** Brief **
Go through the data and copy each line where the word "roads" shows up.

[Recorded data]
==================================================

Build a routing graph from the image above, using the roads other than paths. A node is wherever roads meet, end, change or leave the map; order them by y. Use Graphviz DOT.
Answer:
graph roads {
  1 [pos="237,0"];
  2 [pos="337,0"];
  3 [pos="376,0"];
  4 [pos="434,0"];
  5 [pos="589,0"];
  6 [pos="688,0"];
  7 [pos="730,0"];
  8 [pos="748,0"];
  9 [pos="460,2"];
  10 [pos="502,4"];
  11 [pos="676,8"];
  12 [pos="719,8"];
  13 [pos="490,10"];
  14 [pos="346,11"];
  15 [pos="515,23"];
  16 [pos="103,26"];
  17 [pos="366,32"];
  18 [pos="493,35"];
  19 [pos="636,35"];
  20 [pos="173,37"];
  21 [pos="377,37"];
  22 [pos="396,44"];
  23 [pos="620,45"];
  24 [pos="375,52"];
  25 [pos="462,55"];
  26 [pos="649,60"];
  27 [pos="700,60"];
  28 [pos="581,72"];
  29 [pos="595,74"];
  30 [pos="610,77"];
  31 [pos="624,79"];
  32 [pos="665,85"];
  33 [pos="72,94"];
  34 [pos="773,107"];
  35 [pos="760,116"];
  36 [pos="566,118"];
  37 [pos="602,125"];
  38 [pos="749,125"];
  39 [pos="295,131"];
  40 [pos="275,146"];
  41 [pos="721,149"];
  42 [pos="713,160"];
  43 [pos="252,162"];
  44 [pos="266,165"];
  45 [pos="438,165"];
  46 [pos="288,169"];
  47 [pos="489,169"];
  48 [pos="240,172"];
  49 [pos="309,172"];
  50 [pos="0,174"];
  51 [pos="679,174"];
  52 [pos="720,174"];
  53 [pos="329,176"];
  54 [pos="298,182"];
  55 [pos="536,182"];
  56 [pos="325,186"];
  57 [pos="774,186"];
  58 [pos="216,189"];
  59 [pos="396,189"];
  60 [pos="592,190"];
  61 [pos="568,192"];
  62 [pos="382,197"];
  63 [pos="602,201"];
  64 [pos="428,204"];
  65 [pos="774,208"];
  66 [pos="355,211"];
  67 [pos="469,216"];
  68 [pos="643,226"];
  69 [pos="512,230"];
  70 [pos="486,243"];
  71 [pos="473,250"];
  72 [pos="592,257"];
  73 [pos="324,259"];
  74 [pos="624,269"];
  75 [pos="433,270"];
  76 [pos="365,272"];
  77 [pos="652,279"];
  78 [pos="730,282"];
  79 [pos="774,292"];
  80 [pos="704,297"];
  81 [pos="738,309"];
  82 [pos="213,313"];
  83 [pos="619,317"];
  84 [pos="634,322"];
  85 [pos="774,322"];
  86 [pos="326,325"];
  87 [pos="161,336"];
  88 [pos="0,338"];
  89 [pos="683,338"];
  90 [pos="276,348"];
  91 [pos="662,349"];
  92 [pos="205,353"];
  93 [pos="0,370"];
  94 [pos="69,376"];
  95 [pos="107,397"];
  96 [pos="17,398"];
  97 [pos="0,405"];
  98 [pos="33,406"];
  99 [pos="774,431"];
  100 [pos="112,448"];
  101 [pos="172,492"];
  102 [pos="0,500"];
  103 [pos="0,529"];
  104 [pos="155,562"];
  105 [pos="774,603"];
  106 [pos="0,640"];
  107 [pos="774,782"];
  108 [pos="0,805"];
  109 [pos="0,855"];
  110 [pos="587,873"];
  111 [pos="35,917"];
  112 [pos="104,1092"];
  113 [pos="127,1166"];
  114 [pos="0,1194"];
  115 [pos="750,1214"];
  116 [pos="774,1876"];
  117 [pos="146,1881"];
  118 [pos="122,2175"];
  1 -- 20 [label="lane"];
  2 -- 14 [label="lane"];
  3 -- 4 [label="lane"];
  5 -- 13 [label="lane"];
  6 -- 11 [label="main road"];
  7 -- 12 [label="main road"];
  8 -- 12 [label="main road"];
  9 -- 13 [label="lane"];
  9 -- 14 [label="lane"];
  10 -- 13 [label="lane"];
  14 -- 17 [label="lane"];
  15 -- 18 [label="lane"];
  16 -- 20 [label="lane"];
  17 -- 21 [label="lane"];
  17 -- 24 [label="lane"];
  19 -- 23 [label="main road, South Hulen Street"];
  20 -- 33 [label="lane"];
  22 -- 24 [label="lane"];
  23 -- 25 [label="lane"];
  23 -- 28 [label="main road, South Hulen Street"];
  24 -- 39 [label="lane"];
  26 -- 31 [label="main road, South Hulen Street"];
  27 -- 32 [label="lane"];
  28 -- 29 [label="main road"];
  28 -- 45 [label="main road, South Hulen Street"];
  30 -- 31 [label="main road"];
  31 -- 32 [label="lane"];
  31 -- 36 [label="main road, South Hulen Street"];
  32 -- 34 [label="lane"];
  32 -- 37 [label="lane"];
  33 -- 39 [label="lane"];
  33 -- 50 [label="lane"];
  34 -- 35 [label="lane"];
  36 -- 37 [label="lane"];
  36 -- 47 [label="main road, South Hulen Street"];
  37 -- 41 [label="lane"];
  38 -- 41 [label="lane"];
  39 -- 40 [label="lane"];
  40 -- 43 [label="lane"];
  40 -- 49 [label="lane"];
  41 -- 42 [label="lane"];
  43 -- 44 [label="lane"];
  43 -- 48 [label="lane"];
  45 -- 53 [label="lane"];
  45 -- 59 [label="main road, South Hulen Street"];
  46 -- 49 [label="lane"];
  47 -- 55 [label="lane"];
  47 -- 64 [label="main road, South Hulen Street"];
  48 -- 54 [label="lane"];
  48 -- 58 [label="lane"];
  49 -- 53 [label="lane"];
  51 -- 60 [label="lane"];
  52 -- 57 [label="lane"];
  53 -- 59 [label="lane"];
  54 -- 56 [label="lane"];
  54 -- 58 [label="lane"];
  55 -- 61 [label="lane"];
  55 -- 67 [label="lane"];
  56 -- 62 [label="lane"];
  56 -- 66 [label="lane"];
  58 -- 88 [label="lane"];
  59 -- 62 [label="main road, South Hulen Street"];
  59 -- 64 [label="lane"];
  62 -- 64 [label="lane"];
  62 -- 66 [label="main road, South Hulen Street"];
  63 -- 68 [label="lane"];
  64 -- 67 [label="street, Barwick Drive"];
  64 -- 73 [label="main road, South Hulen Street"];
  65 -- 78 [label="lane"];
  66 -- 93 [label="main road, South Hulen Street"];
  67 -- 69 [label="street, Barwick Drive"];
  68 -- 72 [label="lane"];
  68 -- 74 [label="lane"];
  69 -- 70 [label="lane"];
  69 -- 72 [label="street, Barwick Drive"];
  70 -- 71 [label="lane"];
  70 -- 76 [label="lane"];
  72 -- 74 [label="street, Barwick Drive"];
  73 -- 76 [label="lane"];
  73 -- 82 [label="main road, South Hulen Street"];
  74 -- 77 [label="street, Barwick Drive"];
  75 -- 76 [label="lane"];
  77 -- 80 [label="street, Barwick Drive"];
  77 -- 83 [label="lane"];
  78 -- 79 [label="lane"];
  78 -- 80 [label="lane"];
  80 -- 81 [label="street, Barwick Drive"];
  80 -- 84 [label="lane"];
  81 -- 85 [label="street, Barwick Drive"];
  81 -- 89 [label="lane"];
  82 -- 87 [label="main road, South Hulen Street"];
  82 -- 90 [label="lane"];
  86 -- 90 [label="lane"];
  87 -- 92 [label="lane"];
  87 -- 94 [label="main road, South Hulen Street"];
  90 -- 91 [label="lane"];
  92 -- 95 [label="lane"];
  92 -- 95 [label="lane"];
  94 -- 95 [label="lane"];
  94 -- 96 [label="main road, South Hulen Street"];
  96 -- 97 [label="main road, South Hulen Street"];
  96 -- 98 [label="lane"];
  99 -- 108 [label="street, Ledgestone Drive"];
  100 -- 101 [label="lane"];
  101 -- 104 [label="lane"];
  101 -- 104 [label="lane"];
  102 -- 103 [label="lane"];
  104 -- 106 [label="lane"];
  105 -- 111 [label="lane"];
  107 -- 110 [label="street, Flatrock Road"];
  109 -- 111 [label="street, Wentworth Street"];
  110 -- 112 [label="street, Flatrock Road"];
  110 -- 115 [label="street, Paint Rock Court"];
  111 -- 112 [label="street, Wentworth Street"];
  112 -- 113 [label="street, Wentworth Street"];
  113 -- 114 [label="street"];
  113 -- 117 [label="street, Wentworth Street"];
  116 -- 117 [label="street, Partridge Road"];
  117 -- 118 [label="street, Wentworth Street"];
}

==================================================

** Result **
Build a routing graph from the image above, using the roads other than paths. A node is wherever roads meet, end, change or leave the map; order them by y. Use Graphviz DOT.
graph roads {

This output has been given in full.